Write out each entry below exactly; the images do not belong in your copy.

[Collected data]
● ● ●

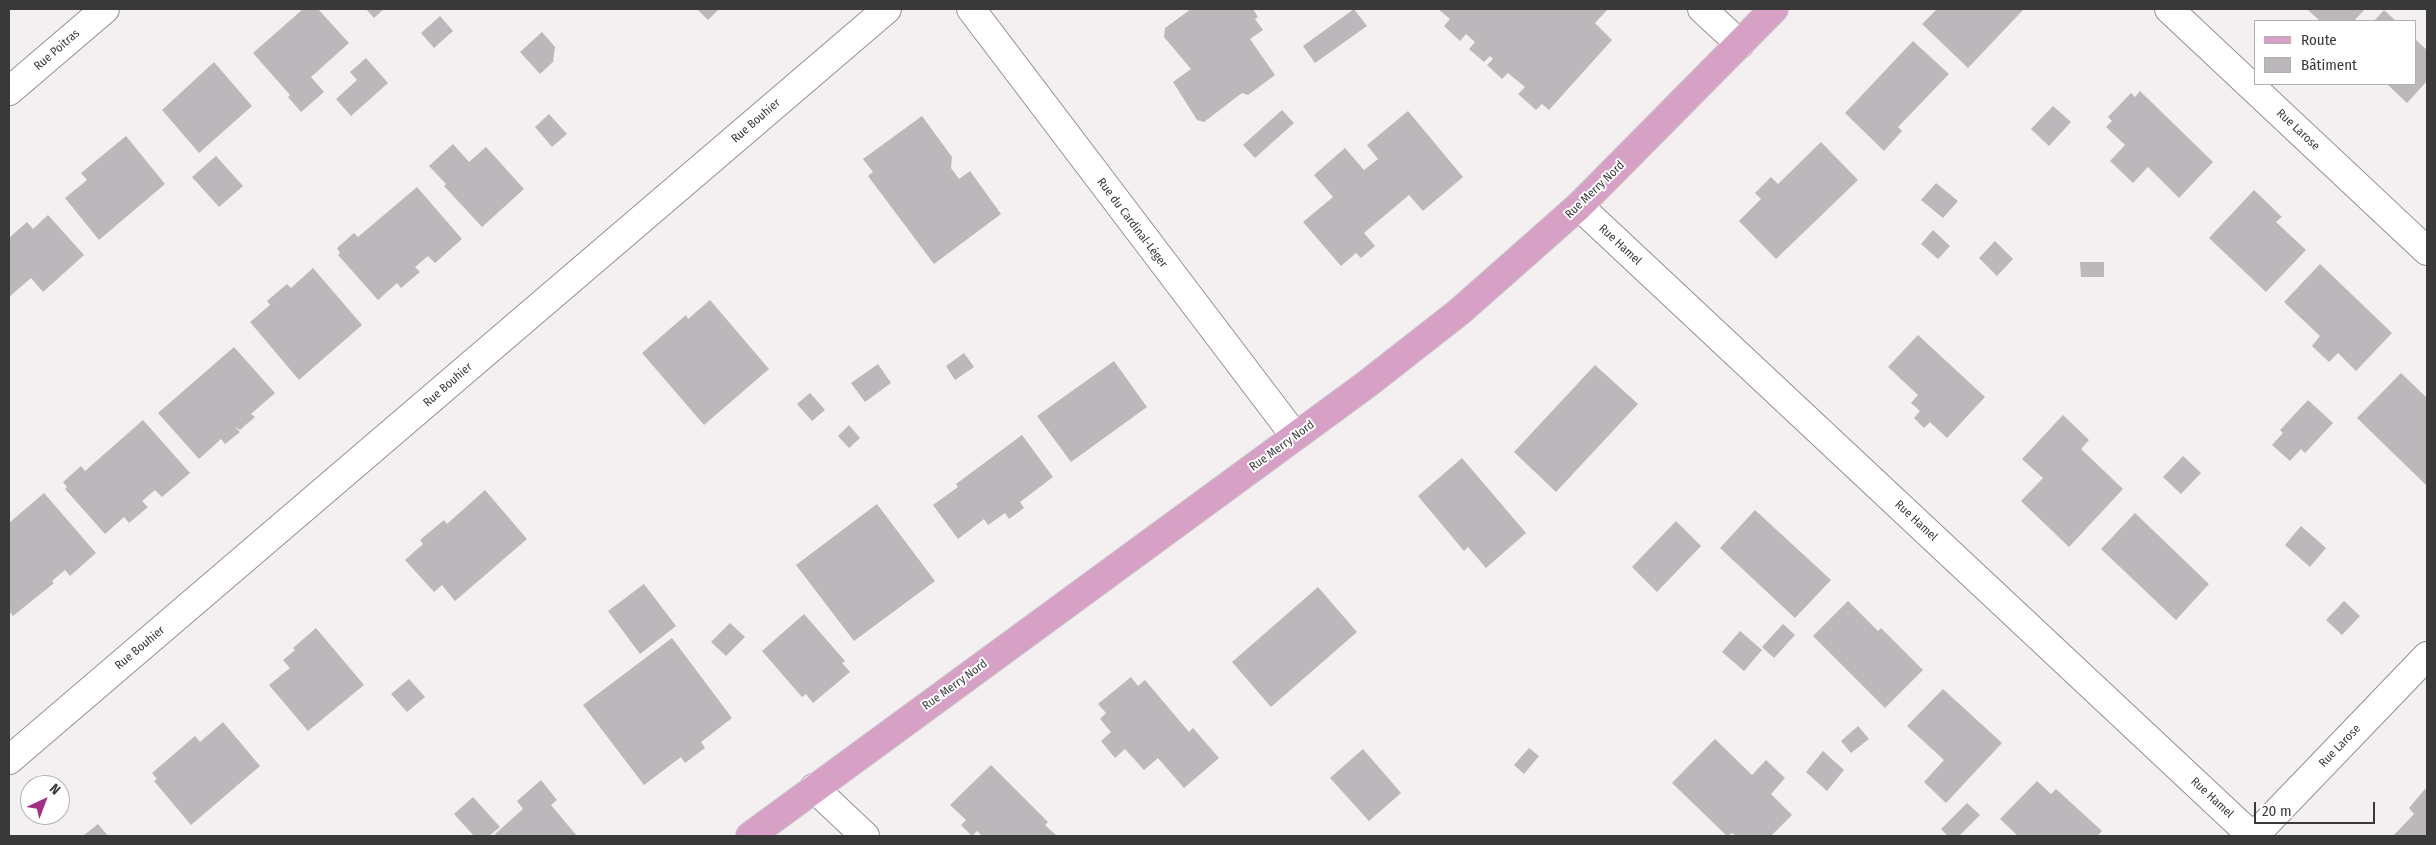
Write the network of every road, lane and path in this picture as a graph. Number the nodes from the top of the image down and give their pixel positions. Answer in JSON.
{"nodes":[{"id":1,"x":105,"y":9,"type":"edge"},
{"id":2,"x":887,"y":9,"type":"edge"},
{"id":3,"x":971,"y":9,"type":"edge"},
{"id":4,"x":1702,"y":9,"type":"edge"},
{"id":5,"x":1774,"y":9,"type":"edge"},
{"id":6,"x":2169,"y":9,"type":"edge"},
{"id":7,"x":1740,"y":44,"type":"junction"},
{"id":8,"x":9,"y":91,"type":"edge"},
{"id":9,"x":1579,"y":206,"type":"junction"},
{"id":10,"x":2427,"y":251,"type":"edge"},
{"id":11,"x":1295,"y":436,"type":"junction"},
{"id":12,"x":2427,"y":656,"type":"edge"},
{"id":13,"x":9,"y":760,"type":"edge"},
{"id":14,"x":814,"y":788,"type":"junction"},
{"id":15,"x":750,"y":836,"type":"edge"},
{"id":16,"x":865,"y":836,"type":"edge"},
{"id":17,"x":2253,"y":836,"type":"edge"}],
"edges":[{"from":1,"to":8,"type":"street","name":"Rue Poitras"},
{"from":2,"to":13,"type":"street","name":"Rue Bouhier"},
{"from":3,"to":11,"type":"street","name":"Rue du Cardinal-Léger"},
{"from":4,"to":7,"type":"street"},
{"from":5,"to":7,"type":"main road","name":"Rue Merry Nord"},
{"from":6,"to":10,"type":"street","name":"Rue Larose"},
{"from":7,"to":9,"type":"main road","name":"Rue Merry Nord"},
{"from":9,"to":11,"type":"main road","name":"Rue Merry Nord"},
{"from":9,"to":17,"type":"street","name":"Rue Hamel"},
{"from":11,"to":14,"type":"main road","name":"Rue Merry Nord"},
{"from":12,"to":17,"type":"street","name":"Rue Larose"},
{"from":14,"to":15,"type":"main road","name":"Rue Merry Nord"},
{"from":14,"to":16,"type":"street"}]}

● ● ●

[ANSWER BOX]
Write the network of every road, lane and path in this picture as a graph. Number the nodes from the top of the image down and give their pixel positions. Answer in JSON.
{"nodes":[{"id":1,"x":105,"y":9,"type":"edge"},
{"id":2,"x":887,"y":9,"type":"edge"},
{"id":3,"x":971,"y":9,"type":"edge"},
{"id":4,"x":1702,"y":9,"type":"edge"},
{"id":5,"x":1774,"y":9,"type":"edge"},
{"id":6,"x":2169,"y":9,"type":"edge"},
{"id":7,"x":1740,"y":44,"type":"junction"},
{"id":8,"x":9,"y":91,"type":"edge"},
{"id":9,"x":1579,"y":206,"type":"junction"},
{"id":10,"x":2427,"y":251,"type":"edge"},
{"id":11,"x":1295,"y":436,"type":"junction"},
{"id":12,"x":2427,"y":656,"type":"edge"},
{"id":13,"x":9,"y":760,"type":"edge"},
{"id":14,"x":814,"y":788,"type":"junction"},
{"id":15,"x":750,"y":836,"type":"edge"},
{"id":16,"x":865,"y":836,"type":"edge"},
{"id":17,"x":2253,"y":836,"type":"edge"}],
"edges":[{"from":1,"to":8,"type":"street","name":"Rue Poitras"},
{"from":2,"to":13,"type":"street","name":"Rue Bouhier"},
{"from":3,"to":11,"type":"street","name":"Rue du Cardinal-Léger"},
{"from":4,"to":7,"type":"street"},
{"from":5,"to":7,"type":"main road","name":"Rue Merry Nord"},
{"from":6,"to":10,"type":"street","name":"Rue Larose"},
{"from":7,"to":9,"type":"main road","name":"Rue Merry Nord"},
{"from":9,"to":11,"type":"main road","name":"Rue Merry Nord"},
{"from":9,"to":17,"type":"street","name":"Rue Hamel"},
{"from":11,"to":14,"type":"main road","name":"Rue Merry Nord"},
{"from":12,"to":17,"type":"street","name":"Rue Larose"},
{"from":14,"to":15,"type":"main road","name":"Rue Merry Nord"},
{"from":14,"to":16,"type":"street"}]}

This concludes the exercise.